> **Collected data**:
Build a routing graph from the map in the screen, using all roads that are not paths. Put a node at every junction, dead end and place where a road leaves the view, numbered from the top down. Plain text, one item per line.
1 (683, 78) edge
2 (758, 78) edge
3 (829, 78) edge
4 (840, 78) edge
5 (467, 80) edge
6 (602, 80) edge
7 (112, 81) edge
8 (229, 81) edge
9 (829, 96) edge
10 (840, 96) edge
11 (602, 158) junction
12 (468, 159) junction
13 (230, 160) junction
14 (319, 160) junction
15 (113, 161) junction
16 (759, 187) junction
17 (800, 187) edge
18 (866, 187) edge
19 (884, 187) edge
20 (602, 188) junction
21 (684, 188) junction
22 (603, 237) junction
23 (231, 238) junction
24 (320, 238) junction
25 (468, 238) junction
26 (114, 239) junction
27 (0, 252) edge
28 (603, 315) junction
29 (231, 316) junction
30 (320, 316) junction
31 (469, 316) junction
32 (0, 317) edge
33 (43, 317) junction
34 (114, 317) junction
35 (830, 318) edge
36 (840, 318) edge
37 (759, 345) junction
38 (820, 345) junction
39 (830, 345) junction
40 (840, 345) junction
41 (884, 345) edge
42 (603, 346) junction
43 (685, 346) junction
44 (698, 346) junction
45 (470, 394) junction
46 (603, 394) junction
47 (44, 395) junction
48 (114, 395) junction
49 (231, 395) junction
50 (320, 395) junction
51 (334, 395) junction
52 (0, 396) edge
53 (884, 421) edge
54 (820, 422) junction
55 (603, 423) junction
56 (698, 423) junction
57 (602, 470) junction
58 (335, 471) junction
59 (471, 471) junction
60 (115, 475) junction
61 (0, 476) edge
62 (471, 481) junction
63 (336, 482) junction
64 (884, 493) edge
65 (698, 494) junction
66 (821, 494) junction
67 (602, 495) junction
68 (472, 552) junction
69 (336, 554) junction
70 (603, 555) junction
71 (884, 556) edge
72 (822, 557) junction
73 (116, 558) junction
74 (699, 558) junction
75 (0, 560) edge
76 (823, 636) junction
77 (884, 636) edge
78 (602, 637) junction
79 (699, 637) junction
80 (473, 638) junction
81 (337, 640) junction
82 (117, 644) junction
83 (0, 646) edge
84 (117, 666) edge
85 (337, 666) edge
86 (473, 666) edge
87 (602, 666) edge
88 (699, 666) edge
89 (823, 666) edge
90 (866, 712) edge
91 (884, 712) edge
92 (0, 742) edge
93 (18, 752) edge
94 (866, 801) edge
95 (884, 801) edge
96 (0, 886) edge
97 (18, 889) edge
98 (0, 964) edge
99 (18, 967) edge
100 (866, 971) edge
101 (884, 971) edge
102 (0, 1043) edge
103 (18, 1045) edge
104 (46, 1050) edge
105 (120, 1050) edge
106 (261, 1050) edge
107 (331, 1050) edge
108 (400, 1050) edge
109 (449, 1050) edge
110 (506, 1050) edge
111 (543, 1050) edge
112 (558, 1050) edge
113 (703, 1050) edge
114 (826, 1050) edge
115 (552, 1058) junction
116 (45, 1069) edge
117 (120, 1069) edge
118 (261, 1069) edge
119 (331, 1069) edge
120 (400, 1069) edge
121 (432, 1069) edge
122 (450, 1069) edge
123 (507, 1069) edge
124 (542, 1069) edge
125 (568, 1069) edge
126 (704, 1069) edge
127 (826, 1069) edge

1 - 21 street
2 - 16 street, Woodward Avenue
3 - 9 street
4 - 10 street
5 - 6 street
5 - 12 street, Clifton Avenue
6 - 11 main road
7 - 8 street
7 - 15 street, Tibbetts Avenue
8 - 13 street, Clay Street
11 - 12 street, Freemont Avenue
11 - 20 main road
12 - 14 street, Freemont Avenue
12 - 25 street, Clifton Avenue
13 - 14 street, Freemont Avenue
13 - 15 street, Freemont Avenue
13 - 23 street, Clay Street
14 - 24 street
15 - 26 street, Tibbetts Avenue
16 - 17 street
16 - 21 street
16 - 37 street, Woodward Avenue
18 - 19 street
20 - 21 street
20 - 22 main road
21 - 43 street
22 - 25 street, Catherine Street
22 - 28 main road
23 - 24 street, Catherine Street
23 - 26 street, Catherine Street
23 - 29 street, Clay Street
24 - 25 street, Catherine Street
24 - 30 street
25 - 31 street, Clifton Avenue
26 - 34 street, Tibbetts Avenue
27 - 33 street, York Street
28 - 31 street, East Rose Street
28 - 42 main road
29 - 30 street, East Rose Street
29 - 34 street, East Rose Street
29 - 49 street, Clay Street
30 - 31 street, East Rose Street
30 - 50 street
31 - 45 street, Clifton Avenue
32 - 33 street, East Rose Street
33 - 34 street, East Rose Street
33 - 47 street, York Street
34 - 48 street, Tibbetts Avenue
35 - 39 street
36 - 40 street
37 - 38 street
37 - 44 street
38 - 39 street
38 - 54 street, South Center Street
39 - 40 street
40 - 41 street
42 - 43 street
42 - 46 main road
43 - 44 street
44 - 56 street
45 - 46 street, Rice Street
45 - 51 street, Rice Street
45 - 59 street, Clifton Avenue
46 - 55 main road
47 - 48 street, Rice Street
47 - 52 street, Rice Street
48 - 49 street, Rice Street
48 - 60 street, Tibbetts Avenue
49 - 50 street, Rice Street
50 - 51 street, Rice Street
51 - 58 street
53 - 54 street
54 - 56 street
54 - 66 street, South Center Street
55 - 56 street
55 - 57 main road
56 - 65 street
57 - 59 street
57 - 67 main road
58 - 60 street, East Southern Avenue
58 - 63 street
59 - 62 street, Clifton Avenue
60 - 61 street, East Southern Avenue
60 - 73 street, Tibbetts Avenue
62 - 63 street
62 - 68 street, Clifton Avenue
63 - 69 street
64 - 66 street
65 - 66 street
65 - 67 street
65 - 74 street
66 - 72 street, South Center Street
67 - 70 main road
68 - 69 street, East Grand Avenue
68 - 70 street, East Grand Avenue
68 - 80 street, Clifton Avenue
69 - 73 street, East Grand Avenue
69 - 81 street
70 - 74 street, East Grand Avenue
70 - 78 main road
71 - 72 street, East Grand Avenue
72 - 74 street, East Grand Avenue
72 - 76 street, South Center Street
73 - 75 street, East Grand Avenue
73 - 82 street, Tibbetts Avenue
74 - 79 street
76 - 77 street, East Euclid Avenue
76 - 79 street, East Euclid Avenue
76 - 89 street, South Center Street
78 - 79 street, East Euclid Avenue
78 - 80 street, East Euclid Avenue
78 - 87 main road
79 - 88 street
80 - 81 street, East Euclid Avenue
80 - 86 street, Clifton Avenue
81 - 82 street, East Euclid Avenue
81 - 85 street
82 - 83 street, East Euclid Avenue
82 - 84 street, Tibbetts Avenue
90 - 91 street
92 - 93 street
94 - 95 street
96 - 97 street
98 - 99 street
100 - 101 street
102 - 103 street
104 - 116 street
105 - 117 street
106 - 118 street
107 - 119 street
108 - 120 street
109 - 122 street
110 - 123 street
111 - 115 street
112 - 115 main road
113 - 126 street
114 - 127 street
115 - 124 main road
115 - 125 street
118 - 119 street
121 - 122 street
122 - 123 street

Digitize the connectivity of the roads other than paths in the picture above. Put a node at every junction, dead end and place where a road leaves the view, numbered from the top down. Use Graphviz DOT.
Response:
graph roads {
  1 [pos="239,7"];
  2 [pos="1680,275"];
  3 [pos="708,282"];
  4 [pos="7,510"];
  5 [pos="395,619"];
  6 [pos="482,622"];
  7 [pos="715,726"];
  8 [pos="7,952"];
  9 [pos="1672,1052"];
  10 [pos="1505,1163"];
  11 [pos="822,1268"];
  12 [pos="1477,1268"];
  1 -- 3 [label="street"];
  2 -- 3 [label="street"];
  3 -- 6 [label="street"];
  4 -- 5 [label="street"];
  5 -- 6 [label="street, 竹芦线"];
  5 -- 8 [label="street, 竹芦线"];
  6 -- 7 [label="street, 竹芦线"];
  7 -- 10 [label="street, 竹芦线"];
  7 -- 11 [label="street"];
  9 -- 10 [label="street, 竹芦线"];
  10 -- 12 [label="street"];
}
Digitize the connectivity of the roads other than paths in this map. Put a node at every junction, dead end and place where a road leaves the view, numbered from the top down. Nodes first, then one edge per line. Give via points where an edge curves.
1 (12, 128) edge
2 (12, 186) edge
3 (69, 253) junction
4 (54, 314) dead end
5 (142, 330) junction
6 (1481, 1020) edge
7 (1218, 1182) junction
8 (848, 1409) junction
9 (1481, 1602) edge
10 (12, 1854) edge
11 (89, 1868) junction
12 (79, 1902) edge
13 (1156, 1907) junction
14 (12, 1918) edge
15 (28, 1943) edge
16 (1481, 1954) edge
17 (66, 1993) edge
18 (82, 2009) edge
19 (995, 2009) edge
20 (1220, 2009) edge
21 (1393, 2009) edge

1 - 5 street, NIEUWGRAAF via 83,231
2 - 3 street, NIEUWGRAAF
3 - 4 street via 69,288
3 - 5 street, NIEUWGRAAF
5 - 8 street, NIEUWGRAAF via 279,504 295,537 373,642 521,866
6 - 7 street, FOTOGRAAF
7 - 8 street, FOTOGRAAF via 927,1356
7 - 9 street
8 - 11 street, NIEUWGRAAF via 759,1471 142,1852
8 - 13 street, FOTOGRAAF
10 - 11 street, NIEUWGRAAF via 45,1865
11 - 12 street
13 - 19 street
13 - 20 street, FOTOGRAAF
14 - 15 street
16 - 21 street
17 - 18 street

> **Task objective**: Every line that contains "Woodward" should be copied out of the data.

> **Finished task**:
2 - 16 street, Woodward Avenue
16 - 37 street, Woodward Avenue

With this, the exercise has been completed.